L’art moderne, dont on situe la naissance avec l’impressionnisme et les avant-gardes qui s’ensuivirent, se caractérise comme un mode de pensée et de création novateur, en réaction aux règles de l’Académie des Beaux-Arts. Ce fut aussi un projet démocratique : l’art devint alors une expérience à la portée de tous et non plus réservée à une élite éduquée.

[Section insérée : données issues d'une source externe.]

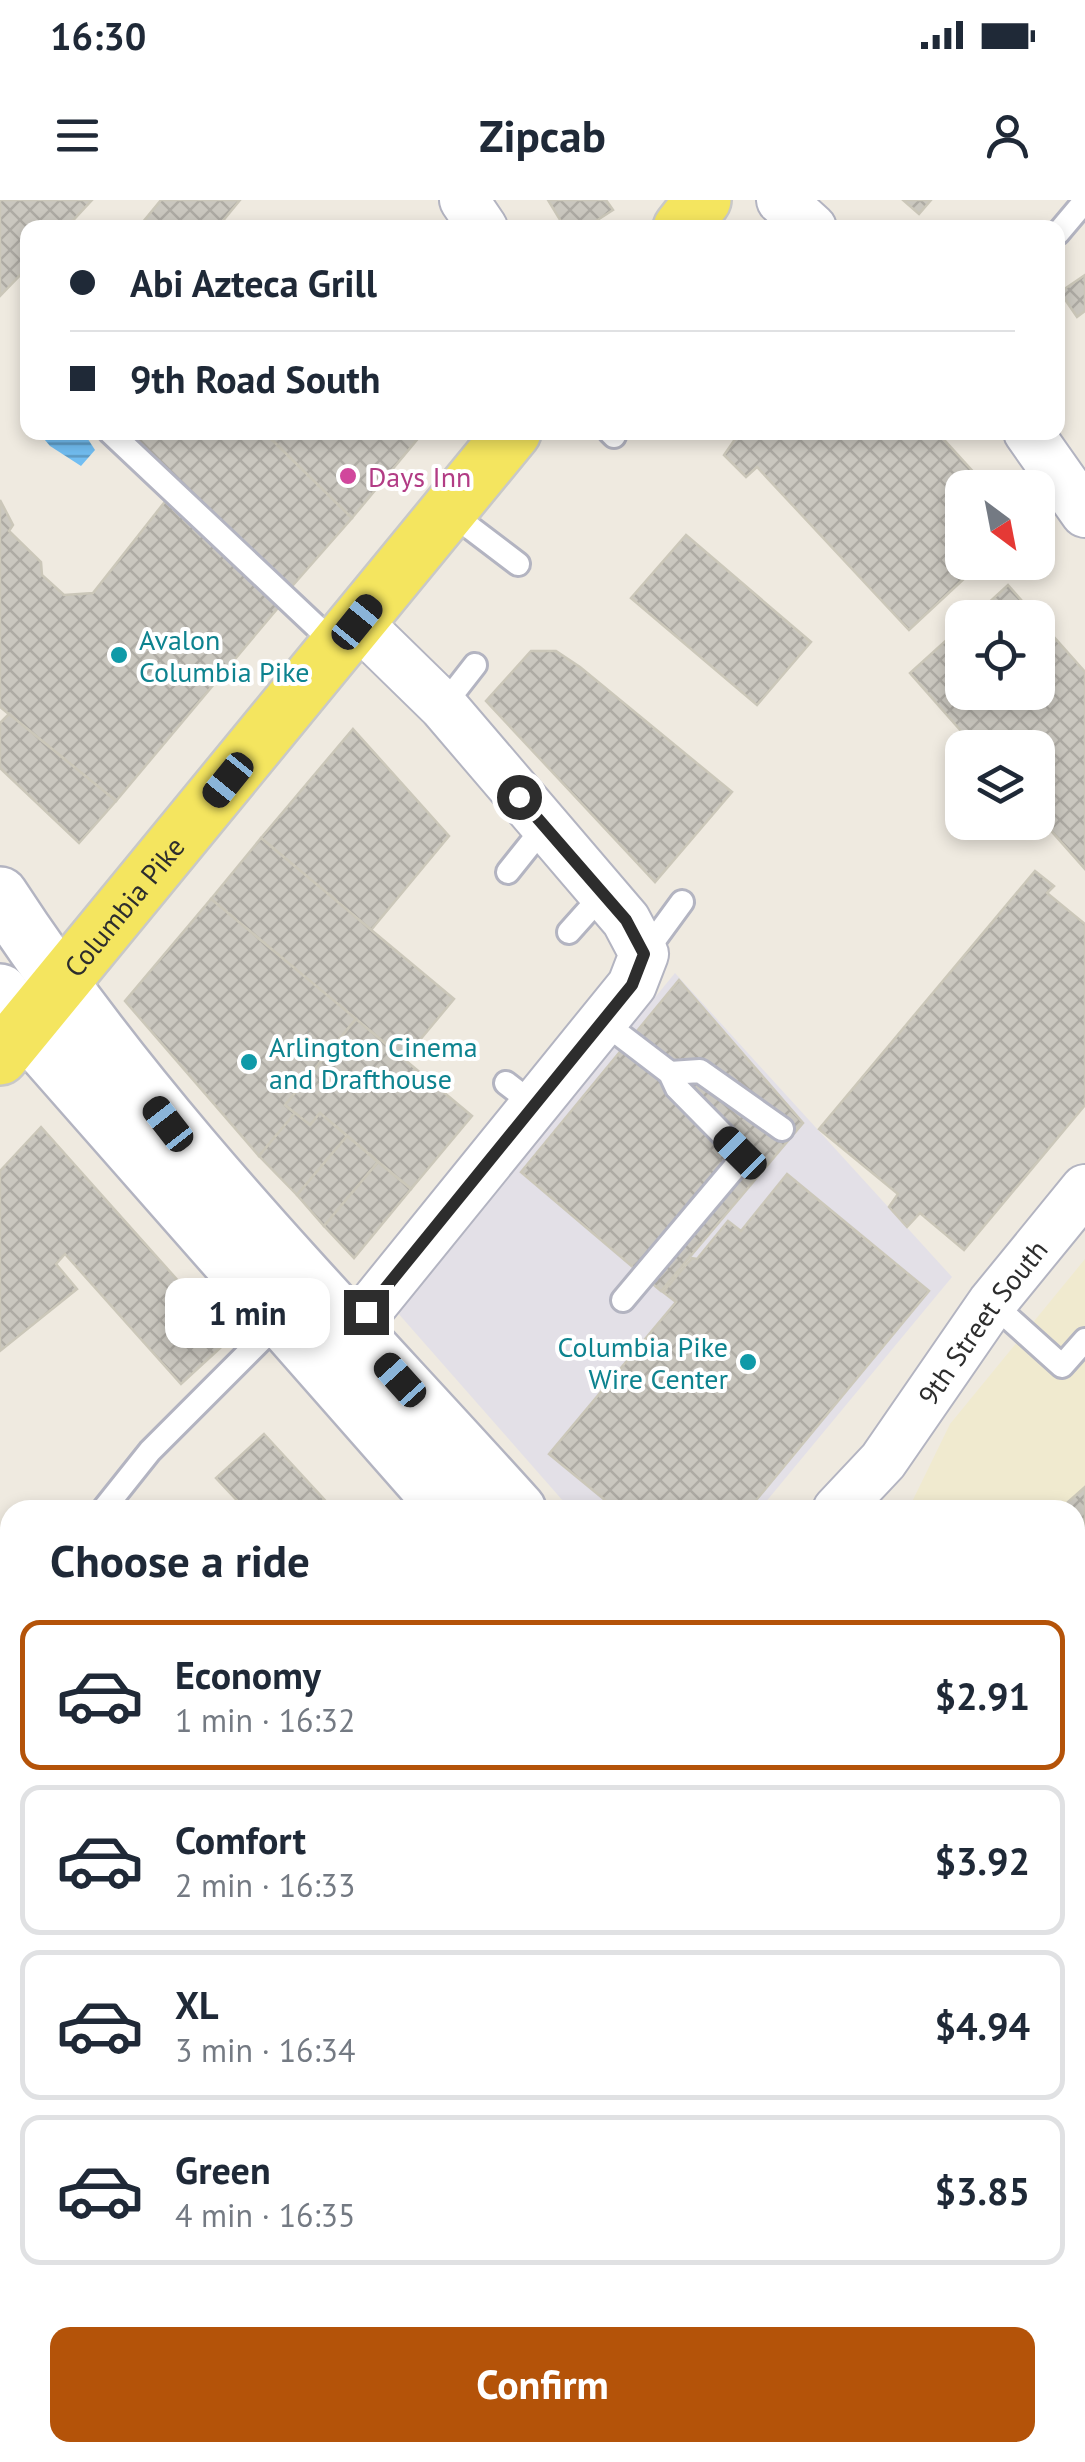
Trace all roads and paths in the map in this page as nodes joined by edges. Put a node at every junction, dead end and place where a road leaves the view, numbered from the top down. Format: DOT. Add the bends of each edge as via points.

Or, remarque Jacques Rancière dans les Voyages de l’art, «ce moment où l’art a été identifié comme une sphère d’expérience autonome et installé dans les musées et les salles de concert est aussi celui où s’est imposée à lui la nécessité de sortir de lui-même, de devenir autre chose que de l’art». Ce «paradoxe constitutif de l’art moderne» est au cœur de ce recueil de six conférences et textes publiés dans des revues.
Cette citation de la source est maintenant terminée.